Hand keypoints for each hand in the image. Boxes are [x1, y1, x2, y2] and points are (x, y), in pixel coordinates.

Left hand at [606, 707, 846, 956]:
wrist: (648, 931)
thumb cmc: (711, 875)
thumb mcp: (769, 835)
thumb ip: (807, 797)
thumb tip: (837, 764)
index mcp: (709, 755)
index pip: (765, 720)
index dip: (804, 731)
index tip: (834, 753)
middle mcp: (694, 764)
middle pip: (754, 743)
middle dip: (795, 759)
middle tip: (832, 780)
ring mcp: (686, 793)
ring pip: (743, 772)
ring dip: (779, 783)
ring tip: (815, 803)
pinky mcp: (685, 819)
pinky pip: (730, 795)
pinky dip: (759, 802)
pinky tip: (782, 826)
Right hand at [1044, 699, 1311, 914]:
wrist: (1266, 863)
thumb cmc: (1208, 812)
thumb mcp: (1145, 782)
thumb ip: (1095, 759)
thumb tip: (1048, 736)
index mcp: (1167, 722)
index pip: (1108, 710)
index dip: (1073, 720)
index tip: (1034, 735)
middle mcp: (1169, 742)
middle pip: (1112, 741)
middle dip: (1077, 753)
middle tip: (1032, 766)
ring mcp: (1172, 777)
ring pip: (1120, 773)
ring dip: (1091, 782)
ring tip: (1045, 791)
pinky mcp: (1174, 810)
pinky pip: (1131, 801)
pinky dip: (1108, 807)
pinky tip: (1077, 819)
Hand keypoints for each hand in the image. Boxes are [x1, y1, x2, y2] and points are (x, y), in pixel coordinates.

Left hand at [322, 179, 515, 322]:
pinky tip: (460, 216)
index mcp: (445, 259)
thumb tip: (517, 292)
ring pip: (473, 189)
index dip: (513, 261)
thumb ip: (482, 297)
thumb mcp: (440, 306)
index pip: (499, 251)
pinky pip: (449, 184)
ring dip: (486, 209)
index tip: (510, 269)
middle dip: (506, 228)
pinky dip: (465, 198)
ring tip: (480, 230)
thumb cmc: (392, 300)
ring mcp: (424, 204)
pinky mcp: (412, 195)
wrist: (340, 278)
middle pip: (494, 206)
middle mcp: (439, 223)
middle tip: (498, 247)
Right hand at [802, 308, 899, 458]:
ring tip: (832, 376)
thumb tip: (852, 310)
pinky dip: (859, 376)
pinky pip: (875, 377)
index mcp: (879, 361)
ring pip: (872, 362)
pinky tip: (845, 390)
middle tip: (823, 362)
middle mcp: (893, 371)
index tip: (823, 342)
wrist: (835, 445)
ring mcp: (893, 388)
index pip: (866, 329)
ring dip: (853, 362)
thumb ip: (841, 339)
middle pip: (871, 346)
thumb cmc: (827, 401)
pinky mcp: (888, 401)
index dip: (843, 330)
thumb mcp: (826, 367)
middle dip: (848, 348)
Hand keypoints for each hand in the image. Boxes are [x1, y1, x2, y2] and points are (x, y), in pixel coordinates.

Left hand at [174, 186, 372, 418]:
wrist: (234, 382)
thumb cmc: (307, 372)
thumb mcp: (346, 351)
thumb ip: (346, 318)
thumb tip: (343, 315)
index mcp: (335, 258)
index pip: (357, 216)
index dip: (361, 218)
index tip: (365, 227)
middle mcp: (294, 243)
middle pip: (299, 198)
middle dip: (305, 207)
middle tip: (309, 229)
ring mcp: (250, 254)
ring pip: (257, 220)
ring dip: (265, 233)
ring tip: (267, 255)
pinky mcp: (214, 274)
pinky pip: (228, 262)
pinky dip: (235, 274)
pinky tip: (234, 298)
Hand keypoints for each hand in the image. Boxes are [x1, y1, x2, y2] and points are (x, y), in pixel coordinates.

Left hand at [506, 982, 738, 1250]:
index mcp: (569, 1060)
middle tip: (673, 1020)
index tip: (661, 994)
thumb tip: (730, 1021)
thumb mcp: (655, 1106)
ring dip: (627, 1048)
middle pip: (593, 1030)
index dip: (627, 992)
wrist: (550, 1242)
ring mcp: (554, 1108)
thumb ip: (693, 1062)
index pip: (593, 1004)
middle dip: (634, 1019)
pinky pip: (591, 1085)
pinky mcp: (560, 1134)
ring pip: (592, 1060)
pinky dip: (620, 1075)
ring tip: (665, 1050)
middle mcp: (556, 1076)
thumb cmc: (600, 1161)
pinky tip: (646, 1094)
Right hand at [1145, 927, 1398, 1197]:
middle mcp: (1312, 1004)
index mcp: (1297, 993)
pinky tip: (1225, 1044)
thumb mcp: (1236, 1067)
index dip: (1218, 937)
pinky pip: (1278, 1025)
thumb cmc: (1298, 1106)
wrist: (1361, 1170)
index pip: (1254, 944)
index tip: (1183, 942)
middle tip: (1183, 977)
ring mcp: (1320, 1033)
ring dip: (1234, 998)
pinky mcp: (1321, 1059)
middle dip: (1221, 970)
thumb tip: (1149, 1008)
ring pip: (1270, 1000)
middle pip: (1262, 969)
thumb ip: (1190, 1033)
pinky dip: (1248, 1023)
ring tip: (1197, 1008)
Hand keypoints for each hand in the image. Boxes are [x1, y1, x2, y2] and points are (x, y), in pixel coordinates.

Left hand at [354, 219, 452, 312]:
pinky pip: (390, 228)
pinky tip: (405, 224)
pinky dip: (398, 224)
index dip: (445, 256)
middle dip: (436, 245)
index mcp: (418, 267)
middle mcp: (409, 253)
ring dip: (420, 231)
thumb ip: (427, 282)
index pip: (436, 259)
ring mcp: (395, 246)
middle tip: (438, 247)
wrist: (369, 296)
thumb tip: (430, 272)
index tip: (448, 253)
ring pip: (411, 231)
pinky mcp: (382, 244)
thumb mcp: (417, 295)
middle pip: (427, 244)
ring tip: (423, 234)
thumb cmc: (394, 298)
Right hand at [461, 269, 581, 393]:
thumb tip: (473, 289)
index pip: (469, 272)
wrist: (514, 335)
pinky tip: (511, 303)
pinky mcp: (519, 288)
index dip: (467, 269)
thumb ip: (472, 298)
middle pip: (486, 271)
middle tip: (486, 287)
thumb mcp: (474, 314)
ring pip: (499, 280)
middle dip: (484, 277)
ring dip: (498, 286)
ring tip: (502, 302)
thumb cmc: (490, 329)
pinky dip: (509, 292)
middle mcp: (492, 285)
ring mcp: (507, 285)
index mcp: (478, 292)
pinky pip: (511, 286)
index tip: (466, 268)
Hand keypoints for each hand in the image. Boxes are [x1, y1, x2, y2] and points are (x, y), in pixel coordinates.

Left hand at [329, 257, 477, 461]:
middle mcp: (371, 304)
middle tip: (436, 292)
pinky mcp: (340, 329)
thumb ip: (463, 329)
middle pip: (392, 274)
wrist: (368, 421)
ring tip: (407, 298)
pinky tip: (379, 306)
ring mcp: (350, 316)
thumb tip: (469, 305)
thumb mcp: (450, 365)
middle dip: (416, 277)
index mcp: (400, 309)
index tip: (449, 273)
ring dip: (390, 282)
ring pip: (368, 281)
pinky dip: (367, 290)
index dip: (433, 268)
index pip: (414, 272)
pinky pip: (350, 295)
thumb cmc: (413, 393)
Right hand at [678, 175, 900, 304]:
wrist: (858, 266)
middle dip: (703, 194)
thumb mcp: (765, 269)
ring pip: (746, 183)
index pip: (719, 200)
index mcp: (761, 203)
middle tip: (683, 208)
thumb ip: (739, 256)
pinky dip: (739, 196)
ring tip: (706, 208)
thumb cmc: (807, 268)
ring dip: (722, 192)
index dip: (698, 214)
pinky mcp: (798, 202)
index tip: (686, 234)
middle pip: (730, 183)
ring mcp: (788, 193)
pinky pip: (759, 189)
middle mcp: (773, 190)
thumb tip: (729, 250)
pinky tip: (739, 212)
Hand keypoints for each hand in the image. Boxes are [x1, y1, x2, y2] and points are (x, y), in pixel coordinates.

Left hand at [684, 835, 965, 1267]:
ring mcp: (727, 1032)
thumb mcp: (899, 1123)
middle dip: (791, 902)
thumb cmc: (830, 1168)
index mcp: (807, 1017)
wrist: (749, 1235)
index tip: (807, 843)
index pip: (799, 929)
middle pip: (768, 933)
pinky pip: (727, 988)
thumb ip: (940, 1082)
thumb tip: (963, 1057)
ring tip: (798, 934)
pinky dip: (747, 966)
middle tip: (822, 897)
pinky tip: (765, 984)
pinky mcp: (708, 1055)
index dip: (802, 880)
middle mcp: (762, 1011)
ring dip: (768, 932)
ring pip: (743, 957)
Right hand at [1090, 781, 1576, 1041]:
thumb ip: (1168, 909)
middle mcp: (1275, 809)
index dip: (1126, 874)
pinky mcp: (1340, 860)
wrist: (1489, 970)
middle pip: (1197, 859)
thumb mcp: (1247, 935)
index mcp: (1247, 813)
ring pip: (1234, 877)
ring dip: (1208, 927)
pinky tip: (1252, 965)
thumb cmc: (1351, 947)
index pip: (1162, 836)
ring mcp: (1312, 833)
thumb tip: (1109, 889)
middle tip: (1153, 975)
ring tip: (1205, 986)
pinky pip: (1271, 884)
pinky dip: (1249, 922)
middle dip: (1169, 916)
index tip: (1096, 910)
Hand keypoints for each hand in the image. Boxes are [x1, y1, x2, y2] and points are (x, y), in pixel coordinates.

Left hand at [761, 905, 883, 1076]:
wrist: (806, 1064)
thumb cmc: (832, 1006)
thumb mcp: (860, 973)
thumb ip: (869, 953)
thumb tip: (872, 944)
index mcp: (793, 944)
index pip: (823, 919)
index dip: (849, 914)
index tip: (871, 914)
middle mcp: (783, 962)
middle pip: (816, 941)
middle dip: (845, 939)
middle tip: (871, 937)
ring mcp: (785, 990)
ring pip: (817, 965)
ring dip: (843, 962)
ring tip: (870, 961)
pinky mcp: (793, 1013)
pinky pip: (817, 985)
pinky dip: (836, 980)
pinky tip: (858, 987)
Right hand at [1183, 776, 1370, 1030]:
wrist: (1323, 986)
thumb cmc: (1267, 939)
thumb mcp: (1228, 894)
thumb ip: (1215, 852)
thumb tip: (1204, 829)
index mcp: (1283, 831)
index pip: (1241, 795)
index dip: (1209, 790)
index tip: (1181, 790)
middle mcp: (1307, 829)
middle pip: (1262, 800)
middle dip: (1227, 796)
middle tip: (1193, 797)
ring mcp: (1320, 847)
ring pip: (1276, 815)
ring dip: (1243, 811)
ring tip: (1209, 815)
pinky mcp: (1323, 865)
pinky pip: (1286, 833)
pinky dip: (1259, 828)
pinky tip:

PROMPT:
Your answer must be the line holding "middle mcp: (783, 962)" and every later line of the entries above, written out exactly, and nothing else.

RESULT OF THE EXERCISE:
middle mcp: (783, 962)
middle pip: (816, 941)
middle dip: (845, 939)
middle tip: (871, 937)
ring mcp: (785, 990)
ring pip: (817, 965)
ring dip: (843, 962)
ring tip: (870, 961)
pinky mcp: (793, 1013)
pinky pip: (817, 985)
pinky dip: (836, 980)
pinky tip: (858, 987)
Right hand at [1183, 776, 1370, 1030]:
wrist: (1323, 986)
thumb cmc: (1267, 939)
thumb mcp: (1228, 894)
thumb ip: (1215, 852)
thumb tip: (1204, 829)
index mcp: (1283, 831)
index pip: (1241, 795)
index dip: (1209, 790)
index tip: (1181, 790)
middle mcp: (1307, 829)
middle pip: (1262, 800)
middle dip: (1227, 796)
middle tip: (1193, 797)
ring mcp: (1320, 847)
ring pip: (1276, 815)
ring dip: (1243, 811)
ring tip: (1209, 815)
pinky mcp: (1323, 865)
pinky pip: (1286, 833)
pinky dip: (1259, 828)
pinky tip:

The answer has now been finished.